Le ministre secoua la tête et dit à son interlocuteur:
– Soit! monsieur! suivez-moi.
Il se dirigea vers un petit pavillon, au centre d’une pelouse fleurie. Il poussa une porte qui donnait accès à une pièce octogonale pauvrement décorée et uniquement meublée d’une table, d’un grand fauteuil et de quelques sièges.

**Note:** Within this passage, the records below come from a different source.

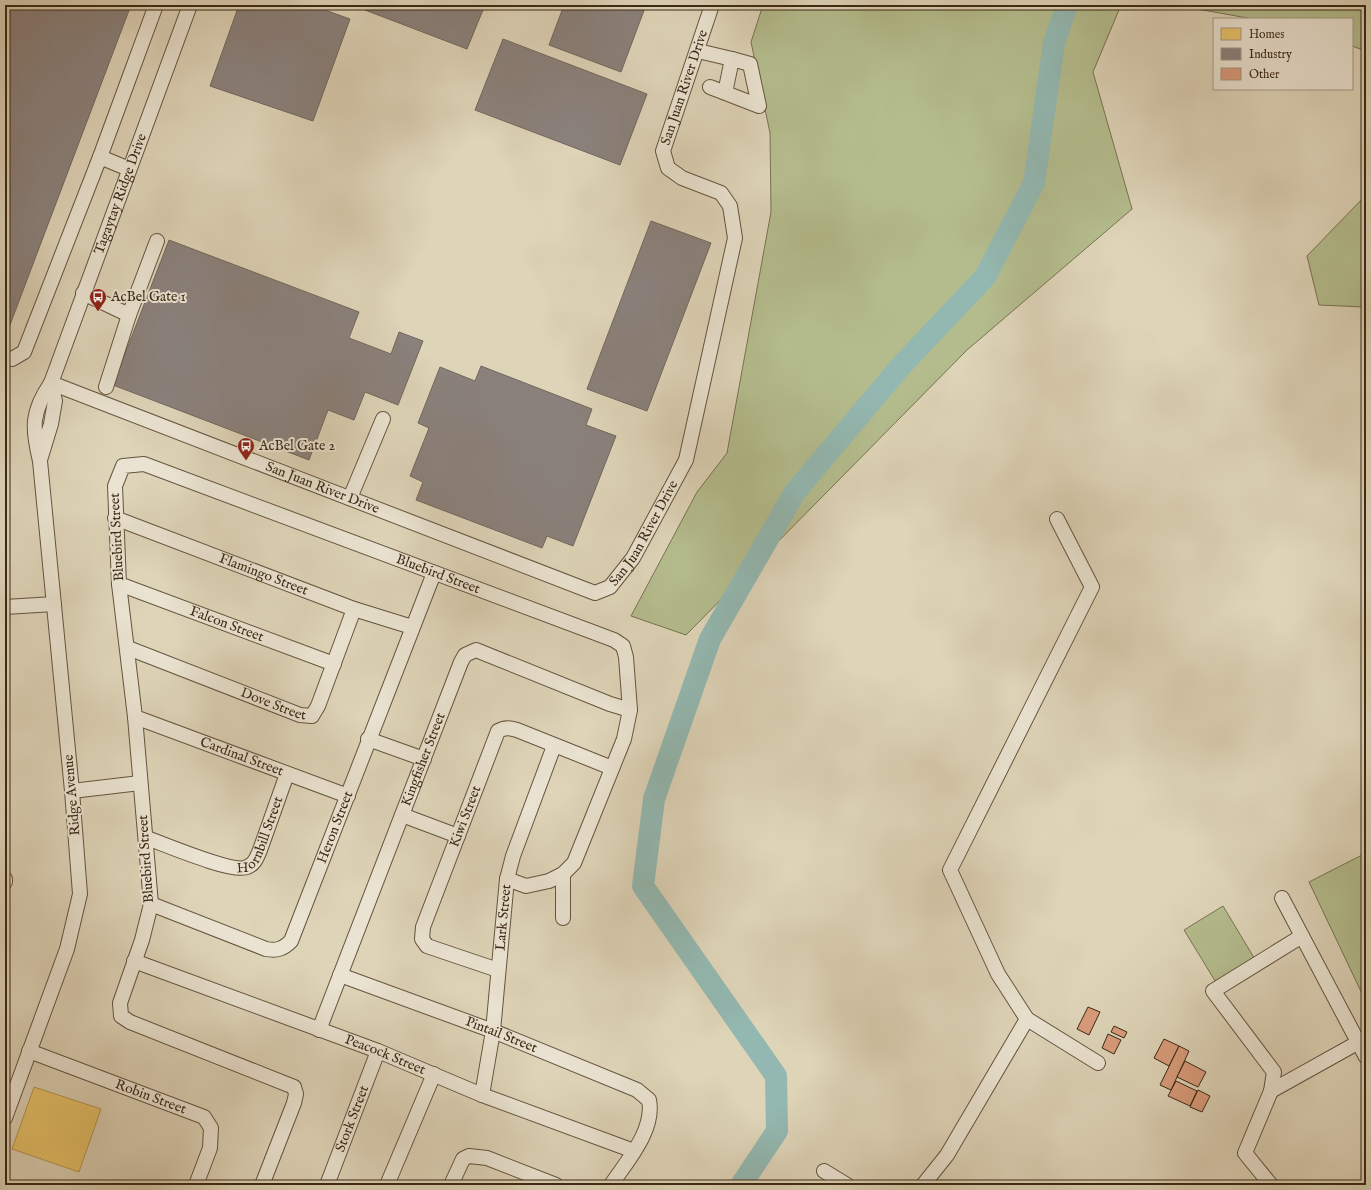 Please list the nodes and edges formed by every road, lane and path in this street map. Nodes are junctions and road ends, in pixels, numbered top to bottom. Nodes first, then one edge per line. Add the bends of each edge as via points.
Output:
1 (156, 5) edge
2 (190, 5) edge
3 (712, 5) edge
4 (698, 51) junction
5 (732, 59) junction
6 (710, 87) dead end
7 (725, 93) junction
8 (100, 157) junction
9 (129, 169) junction
10 (157, 241) dead end
11 (83, 293) junction
12 (129, 315) junction
13 (5, 356) edge
14 (51, 383) junction
15 (106, 386) dead end
16 (383, 419) dead end
17 (40, 460) joint
18 (350, 498) junction
19 (115, 518) junction
20 (1056, 519) dead end
21 (434, 573) junction
22 (119, 584) junction
23 (54, 604) junction
24 (5, 607) edge
25 (354, 609) junction
26 (412, 627) junction
27 (128, 648) junction
28 (334, 664) junction
29 (630, 710) junction
30 (135, 717) junction
31 (368, 739) junction
32 (554, 746) junction
33 (424, 759) junction
34 (612, 768) junction
35 (287, 774) junction
36 (140, 783) junction
37 (72, 791) junction
38 (348, 796) junction
39 (402, 815) junction
40 (458, 836) junction
41 (147, 838) junction
42 (563, 874) junction
43 (507, 879) junction
44 (1282, 898) dead end
45 (151, 904) junction
46 (563, 918) dead end
47 (1302, 936) junction
48 (134, 962) junction
49 (498, 970) junction
50 (340, 975) junction
51 (1027, 1019) junction
52 (319, 1030) junction
53 (492, 1031) junction
54 (1359, 1042) junction
55 (30, 1050) junction
56 (378, 1052) junction
57 (1366, 1057) edge
58 (1098, 1063) dead end
59 (434, 1074) junction
60 (1271, 1092) junction
61 (482, 1095) junction
62 (5, 1118) edge
63 (634, 1151) junction
64 (824, 1171) dead end
65 (196, 1185) edge
66 (262, 1185) edge
67 (327, 1185) edge
68 (387, 1185) edge
69 (451, 1185) edge
70 (556, 1185) edge
71 (611, 1185) edge
72 (847, 1185) edge
73 (923, 1185) edge
74 (1271, 1185) edge

1 - 8 street
2 - 9 street, Tagaytay Ridge Drive
3 - 4 street, San Juan River Drive
4 - 5 street
4 - 18 street, San Juan River Drive via 663,151 668,168 682,178 721,193 730,206 735,238 686,460 633,558 610,587 595,593
5 - 7 street
5 - 7 street via 750,64 759,106
6 - 7 street
8 - 9 street
8 - 13 street via 24,352 12,359
9 - 11 street, Tagaytay Ridge Drive
10 - 12 street
11 - 12 street
11 - 14 street, Tagaytay Ridge Drive
12 - 15 street
14 - 17 street, Tagaytay Ridge Drive via 40,399 34,422
14 - 18 street, San Juan River Drive
16 - 18 street
17 - 23 street, Ridge Avenue
19 - 21 street, Bluebird Street via 115,486 123,466 144,464
19 - 22 street, Bluebird Street
19 - 25 street, Flamingo Street
20 - 51 street via 1092,588 950,870 998,974
21 - 26 street, Heron Street
21 - 29 street, Bluebird Street via 619,643 623,646 626,657
22 - 27 street, Bluebird Street
22 - 28 street, Falcon Street
23 - 24 street
23 - 37 street, Ridge Avenue
25 - 26 street, Flamingo Street
25 - 28 street, Dove Street
26 - 31 street, Heron Street
27 - 28 street, Dove Street via 306,717 316,712
27 - 30 street, Bluebird Street
29 - 33 street, Kingfisher Street via 476,650 465,655 461,662
29 - 34 street, Bluebird Street via 624,739
30 - 35 street, Cardinal Street
30 - 36 street, Bluebird Street
31 - 33 street
31 - 38 street, Heron Street
32 - 34 street, Kiwi Street
32 - 40 street, Kiwi Street via 509,728 498,731
32 - 43 street, Lark Street via 513,856
33 - 39 street, Kingfisher Street
34 - 42 street, Bluebird Street via 574,863
35 - 38 street, Cardinal Street
35 - 41 street, Hornbill Street via 255,862 248,867 231,868
36 - 37 street
36 - 41 street, Bluebird Street
37 - 55 street, Ridge Avenue via 80,894 67,949
38 - 45 street, Heron Street via 291,941 283,948 266,949
39 - 40 street
39 - 50 street, Kingfisher Street
40 - 49 street, Kiwi Street via 423,927 422,939 427,946
41 - 45 street, Bluebird Street
42 - 43 street, Bluebird Street via 526,886
42 - 46 street
43 - 49 street, Lark Street
44 - 47 street
45 - 48 street, Bluebird Street
47 - 54 street
47 - 60 street via 1213,991 1274,1072
48 - 52 street, Peacock Street
48 - 66 street, Bluebird Street via 120,1003 121,1016 130,1022 294,1087 294,1103
49 - 53 street, Lark Street
50 - 52 street, Kingfisher Street
50 - 53 street, Pintail Street
51 - 58 street
51 - 73 street via 948,1155
52 - 56 street, Peacock Street
53 - 61 street, Lark Street
53 - 63 street, Pintail Street via 637,1090 649,1100 651,1110 648,1122
54 - 57 street
54 - 60 street
55 - 62 street, Ridge Avenue
55 - 65 street, Robin Street via 204,1117 211,1128 210,1148
56 - 59 street, Peacock Street
56 - 67 street, Stork Street
59 - 61 street, Peacock Street
59 - 68 street
60 - 74 street via 1245,1153
61 - 63 street, Peacock Street
63 - 71 street
64 - 72 street
69 - 70 street via 457,1168 463,1159 469,1156 487,1158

Le cardinal fit passer devant lui M. de Durbec. Tandis que les gardes de son escorte entouraient le pavillon, Richelieu, refermant la porte, prit place dans le fauteuil et dit:
– Maintenant, monsieur, parlez!
– Éminence, conformément à la mission que vous m’aviez donnée de surveiller discrètement Sa Majesté la reine, j’ai établi autour du couvent du Val-de-Grâce, où Sa Majesté vient de se rendre pour y faire une retraite de plusieurs semaines, tout un réseau d’informateurs par lequel je viens d’apprendre que Sa Majesté ne se trouvait plus dans ce couvent.
Malgré toute sa maîtrise de lui-même, Richelieu ne put réprimer un tressaillement.
– Sa Majesté n’est plus au Val-de-Grâce?
– Non, Éminence, elle en est partie depuis plusieurs jours avec la complicité de la mère abbesse qui, dans toute cette affaire, a joué un rôle des plus suspects.
D’un geste nerveux, Richelieu coupa la parole à M. de Durbec.
– Avez-vous pu connaître l’endroit où s’était retirée la reine?
– Oui, Éminence! Dans une gentilhommière qui se trouve à un quart de lieue du château de Chevreuse.